Education and Entrepreneurship
Fred posted his thoughts the other day that you don’t need a college degree to be a successful entrepreneur. He is clearly right in that one CAN be successful without it. Gates, Zuckerberg, Dell have proven that.
I’ve always said that I didn’t think an MBA was a prerequisite for a successful business career. That’s easy for me to say, as I don’t have one despite many years of applying, deferring, cancelling, reapplying and general hand-wringing over whether or not to go in the mid-90s. An MBA is probably a positive on a resume for the most part (hard to argue it’s a negative), but it’s not a prerequisite. Every time I see “MBA preferred” on a job posting, I cringe (we never say that at Return Path). Really? You’d *prefer* to hire someone with an MBA over someone with two additional years of relevant work experience?

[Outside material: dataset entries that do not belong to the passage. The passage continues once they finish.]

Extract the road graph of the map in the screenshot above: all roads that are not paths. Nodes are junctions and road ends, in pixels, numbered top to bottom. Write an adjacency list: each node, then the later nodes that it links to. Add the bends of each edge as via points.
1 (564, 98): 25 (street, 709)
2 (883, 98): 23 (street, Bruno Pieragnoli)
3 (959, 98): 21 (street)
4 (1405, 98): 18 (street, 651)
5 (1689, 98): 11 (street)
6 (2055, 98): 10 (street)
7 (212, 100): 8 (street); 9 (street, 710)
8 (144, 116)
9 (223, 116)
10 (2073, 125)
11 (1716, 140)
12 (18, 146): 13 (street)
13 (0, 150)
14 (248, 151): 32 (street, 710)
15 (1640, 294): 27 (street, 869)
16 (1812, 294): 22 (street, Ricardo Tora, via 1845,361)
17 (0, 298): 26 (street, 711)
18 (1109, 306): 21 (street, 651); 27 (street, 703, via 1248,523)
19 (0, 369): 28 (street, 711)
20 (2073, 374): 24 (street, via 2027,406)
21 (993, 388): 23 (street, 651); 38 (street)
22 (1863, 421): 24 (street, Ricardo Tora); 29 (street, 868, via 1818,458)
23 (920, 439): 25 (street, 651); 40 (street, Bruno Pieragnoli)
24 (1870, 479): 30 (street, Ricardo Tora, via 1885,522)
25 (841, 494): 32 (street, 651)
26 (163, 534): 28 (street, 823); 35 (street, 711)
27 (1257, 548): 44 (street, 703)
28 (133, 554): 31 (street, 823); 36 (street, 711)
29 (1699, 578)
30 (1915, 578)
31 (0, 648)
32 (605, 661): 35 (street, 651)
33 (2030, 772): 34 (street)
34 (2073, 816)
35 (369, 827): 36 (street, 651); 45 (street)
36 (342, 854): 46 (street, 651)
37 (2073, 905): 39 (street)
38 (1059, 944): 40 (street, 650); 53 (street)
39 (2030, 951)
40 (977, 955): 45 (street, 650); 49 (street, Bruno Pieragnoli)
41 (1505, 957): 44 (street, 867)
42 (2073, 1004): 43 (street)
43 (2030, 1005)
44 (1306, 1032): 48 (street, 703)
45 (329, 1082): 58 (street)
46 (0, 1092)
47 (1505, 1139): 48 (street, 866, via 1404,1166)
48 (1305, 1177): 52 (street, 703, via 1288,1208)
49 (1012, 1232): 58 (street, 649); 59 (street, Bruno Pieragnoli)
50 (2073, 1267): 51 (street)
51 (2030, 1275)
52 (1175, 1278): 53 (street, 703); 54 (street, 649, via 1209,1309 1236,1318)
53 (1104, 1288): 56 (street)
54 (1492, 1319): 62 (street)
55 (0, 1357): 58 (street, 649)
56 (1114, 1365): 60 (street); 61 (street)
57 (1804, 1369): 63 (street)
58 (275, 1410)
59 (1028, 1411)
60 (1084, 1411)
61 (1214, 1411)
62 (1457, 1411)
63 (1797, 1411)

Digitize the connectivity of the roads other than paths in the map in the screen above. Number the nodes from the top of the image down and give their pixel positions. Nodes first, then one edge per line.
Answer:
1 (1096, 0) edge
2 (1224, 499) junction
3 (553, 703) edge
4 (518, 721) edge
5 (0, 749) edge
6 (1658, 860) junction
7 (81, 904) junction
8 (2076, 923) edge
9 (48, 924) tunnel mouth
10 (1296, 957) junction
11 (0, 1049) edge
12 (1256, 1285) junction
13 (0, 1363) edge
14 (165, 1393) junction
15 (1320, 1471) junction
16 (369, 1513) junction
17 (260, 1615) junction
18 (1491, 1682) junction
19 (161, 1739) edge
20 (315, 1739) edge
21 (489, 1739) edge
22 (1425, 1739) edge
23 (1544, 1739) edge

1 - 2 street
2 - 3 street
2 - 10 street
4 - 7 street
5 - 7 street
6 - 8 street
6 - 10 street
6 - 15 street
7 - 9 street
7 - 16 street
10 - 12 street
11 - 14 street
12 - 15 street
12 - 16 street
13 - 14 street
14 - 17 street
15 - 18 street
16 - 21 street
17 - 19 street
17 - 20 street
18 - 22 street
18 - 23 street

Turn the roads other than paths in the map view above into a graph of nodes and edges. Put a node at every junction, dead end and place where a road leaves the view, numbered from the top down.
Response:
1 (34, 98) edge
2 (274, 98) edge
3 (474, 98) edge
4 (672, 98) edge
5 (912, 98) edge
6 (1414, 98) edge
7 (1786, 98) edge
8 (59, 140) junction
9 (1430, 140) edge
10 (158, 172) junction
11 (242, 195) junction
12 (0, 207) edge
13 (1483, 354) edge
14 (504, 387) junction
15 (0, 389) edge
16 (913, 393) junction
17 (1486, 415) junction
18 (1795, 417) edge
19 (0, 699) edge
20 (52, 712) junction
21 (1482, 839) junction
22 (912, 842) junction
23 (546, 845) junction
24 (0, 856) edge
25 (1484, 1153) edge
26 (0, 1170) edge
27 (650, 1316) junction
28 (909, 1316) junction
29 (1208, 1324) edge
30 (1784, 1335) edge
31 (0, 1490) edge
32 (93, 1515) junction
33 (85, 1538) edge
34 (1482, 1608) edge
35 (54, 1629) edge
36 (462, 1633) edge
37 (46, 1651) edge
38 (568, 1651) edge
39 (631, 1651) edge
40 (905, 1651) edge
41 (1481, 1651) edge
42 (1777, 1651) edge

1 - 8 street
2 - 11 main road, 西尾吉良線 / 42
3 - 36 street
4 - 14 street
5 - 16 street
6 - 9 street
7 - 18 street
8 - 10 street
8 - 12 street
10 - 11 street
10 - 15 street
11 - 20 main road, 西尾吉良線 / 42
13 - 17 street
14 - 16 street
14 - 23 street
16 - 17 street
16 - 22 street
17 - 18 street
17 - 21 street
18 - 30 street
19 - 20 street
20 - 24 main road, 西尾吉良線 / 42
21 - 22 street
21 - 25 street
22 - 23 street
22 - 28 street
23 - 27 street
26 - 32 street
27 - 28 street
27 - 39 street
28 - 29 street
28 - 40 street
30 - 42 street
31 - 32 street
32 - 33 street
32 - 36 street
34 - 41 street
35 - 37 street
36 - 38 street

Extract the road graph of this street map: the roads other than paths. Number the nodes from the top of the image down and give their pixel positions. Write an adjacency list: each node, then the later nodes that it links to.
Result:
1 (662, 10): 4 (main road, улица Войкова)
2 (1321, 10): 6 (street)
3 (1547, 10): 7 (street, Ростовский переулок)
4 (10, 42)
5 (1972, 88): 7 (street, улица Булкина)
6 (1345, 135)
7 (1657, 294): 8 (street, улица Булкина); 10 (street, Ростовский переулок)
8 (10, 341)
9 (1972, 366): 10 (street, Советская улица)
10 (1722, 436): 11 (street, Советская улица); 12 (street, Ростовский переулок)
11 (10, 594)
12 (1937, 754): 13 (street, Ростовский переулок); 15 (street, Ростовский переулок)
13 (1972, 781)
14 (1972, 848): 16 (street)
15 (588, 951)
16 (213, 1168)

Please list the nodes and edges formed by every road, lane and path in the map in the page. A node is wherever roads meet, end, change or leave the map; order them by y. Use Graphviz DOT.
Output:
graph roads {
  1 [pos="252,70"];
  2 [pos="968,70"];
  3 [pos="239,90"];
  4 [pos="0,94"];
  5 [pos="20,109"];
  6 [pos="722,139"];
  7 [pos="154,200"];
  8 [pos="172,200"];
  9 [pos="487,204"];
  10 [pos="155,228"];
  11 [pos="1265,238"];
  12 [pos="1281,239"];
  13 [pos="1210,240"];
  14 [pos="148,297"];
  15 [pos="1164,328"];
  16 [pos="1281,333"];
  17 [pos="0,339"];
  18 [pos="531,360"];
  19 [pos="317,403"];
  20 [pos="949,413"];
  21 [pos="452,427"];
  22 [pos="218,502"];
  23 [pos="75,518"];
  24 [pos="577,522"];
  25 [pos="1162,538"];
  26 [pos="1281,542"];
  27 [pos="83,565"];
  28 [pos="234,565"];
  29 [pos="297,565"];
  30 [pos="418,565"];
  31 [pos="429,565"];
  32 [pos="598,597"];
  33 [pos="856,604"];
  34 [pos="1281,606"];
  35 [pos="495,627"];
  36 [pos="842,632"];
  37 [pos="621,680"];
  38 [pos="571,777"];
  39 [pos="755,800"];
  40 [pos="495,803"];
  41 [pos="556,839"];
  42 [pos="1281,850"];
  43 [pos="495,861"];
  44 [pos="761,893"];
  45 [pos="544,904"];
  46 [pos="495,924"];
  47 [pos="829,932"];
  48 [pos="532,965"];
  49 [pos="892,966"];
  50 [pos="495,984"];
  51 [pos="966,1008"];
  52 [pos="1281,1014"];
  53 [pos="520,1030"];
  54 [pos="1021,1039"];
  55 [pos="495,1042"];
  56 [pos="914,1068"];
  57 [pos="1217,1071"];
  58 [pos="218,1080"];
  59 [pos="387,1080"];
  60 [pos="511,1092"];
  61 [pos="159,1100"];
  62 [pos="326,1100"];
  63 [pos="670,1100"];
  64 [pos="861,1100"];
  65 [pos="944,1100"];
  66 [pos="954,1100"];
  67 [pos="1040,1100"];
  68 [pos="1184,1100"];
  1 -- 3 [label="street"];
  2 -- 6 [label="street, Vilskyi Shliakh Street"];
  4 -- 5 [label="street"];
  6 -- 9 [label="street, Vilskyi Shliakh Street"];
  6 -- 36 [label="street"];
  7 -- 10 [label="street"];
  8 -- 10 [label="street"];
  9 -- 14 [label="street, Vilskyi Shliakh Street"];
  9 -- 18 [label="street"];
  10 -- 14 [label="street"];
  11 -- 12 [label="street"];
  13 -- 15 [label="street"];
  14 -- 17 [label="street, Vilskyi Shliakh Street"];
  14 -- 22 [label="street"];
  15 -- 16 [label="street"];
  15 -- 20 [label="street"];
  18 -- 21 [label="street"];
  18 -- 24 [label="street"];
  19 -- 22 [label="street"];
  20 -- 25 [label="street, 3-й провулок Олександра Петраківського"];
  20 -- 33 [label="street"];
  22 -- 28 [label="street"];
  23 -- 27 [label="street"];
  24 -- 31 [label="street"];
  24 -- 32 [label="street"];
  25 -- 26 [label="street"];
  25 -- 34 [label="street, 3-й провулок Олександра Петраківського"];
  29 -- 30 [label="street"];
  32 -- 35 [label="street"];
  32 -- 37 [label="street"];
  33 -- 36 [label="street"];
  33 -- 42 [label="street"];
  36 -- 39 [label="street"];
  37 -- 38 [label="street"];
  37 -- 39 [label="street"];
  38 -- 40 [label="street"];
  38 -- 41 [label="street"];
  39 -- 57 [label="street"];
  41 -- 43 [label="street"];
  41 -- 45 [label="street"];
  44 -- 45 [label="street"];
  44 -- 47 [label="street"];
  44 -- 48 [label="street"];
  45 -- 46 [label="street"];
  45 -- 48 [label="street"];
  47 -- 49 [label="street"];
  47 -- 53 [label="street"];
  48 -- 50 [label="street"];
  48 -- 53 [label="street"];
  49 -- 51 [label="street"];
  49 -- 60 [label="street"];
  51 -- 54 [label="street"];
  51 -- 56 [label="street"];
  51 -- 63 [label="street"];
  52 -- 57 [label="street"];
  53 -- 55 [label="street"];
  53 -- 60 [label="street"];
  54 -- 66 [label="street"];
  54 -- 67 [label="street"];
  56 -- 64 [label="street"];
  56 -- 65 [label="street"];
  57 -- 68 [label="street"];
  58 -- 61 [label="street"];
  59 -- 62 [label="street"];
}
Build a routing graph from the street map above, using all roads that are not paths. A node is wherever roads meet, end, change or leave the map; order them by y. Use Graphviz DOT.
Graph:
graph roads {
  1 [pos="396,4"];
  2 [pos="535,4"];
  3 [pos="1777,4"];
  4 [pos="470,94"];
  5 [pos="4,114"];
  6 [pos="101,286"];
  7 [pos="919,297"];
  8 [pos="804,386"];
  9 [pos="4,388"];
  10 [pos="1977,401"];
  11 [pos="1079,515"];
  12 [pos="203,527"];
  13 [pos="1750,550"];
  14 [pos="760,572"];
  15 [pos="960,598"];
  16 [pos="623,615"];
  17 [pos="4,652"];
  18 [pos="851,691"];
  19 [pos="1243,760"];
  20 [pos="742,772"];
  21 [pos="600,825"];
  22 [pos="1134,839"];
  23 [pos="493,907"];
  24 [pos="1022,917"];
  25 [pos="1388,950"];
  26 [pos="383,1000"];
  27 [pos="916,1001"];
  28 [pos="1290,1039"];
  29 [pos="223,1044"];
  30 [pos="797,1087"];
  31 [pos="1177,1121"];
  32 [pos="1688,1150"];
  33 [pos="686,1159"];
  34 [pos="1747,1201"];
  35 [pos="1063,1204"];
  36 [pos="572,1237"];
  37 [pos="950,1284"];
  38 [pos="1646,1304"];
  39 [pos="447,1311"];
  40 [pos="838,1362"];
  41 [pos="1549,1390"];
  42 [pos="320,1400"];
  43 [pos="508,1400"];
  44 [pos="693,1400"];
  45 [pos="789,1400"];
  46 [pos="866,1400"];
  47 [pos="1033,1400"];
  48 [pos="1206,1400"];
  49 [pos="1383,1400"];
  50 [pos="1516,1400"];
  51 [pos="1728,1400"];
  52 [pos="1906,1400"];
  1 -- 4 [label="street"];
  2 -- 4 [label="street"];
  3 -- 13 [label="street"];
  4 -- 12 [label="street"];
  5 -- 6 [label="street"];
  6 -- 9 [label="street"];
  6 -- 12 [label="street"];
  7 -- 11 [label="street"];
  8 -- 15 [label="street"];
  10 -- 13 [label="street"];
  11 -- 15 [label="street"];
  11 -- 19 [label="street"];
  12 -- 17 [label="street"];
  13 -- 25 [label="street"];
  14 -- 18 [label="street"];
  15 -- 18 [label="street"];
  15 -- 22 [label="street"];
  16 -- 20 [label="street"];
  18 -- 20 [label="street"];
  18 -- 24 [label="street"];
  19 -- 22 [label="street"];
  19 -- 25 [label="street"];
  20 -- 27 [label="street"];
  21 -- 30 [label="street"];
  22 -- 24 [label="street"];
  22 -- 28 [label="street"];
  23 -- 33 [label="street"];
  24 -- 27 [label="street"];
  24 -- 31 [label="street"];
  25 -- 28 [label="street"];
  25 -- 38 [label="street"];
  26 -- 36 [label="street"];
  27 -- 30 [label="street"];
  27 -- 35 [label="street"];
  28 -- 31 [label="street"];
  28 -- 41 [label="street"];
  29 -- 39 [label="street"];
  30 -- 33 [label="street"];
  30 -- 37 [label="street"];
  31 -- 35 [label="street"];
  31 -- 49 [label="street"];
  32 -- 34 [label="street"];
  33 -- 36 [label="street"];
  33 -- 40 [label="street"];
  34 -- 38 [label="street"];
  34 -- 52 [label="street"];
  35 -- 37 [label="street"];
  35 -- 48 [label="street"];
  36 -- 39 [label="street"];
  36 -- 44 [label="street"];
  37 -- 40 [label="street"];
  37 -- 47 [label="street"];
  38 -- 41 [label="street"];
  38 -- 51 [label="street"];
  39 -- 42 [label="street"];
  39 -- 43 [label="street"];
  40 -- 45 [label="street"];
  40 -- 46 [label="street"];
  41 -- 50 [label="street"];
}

That said, I’d note that there are things one gets out of a good college education that are critical to success in life. Yes, they can be learned outside the classroom. But unlike business school material, which is in many cases the stuff of work experience and more easily augmented by observation and the occasional business article or book (as far as I can tell), the things one learns in college which are applicable to entrepreneurship aren’t about the subject matter of the course. They are things like:
- learning and applying new concepts quickly
- critical reasoning
- crisply presenting ideas
- respecting deadlines and guidelines
- understanding and appreciating other points of view
As with business school, these things *can* be learned outside a university environment, and certainly there are unusually talented people who have these traits hard wired. But I do think the university environment cultivates and nurtures these skills in a way that is easier than the “do it yourself” world of teenage entrepreneurship.